Maybe a little tricky, but I wonder why. In System.Linq.Enumerable.cs
of System.Core.dll
we have:
public static int Count<TSource>(this IEnumerable<TSource> source);
In my code I'm doing something evil:
namespace Test
{
public static class Extensions
{
public static int Count<TSource>(this IEnumerable<TSource> source)
{
return -1; //evil code
}
}
//commented temporarily
//public static class CommentedExtensions
//{
// public static int Count<TSource>(this IEnumerable<TSource> source)
// {
// return -2; //another evil code
// }
//}
public static void Main(string[] args)
{
Console.WriteLine(Enumerable.Range(0,10).Count()); // -1, evil code works
Console.Read();
}
}
If I uncomment CommentedExtensions
, I'll get a compile error saying "this call is ambiguous blabla" as expected. But why I didn't get this error at the first time? It's also ambiguous!
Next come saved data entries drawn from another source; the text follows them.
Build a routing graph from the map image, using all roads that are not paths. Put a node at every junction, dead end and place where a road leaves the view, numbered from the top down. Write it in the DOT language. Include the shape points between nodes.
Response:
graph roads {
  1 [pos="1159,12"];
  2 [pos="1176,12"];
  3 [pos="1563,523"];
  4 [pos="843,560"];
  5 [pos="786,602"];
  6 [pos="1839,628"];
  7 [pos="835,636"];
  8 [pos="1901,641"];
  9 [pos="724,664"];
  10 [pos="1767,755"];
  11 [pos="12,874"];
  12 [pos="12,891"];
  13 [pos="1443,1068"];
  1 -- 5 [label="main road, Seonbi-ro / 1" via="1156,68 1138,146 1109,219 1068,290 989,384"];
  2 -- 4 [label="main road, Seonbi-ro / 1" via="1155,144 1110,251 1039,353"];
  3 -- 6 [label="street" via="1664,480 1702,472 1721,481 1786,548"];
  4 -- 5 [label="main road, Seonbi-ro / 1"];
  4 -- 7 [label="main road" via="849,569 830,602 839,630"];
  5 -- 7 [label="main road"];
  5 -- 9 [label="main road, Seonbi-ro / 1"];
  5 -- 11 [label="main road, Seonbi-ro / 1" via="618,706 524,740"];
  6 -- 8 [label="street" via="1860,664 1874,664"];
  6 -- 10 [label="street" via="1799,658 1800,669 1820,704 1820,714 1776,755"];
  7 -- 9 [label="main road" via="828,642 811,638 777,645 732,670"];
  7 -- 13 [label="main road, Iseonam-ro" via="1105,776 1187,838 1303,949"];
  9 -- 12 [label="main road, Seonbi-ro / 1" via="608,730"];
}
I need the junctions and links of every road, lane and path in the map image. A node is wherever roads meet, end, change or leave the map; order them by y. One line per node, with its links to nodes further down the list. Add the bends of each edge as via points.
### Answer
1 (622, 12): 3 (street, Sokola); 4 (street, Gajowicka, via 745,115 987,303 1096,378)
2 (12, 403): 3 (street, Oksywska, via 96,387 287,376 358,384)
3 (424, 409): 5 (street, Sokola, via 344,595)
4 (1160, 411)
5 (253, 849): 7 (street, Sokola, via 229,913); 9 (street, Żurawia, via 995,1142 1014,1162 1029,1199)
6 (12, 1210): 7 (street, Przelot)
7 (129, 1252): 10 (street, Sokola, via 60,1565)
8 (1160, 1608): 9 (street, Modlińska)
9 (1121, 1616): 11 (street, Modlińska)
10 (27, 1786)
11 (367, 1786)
EDIT After another test, I found that I won't get compile errors if the extension methods are in different namespaces, even they are completely the same. Why it's allowed? It brings ambiguous call of methods in c#.
EDIT2 I know in fact the two Count
are different in IL. In fact it's calling
Enumerable.Count(Enumerable.Range(0,10))
and my evil extension method is calling:
MyExtension.Count(Enumerable.Range(0,10))
so they are different. But still I think it's a bad smell. Do we have "real" extension methods? which can prevent the evil behavior?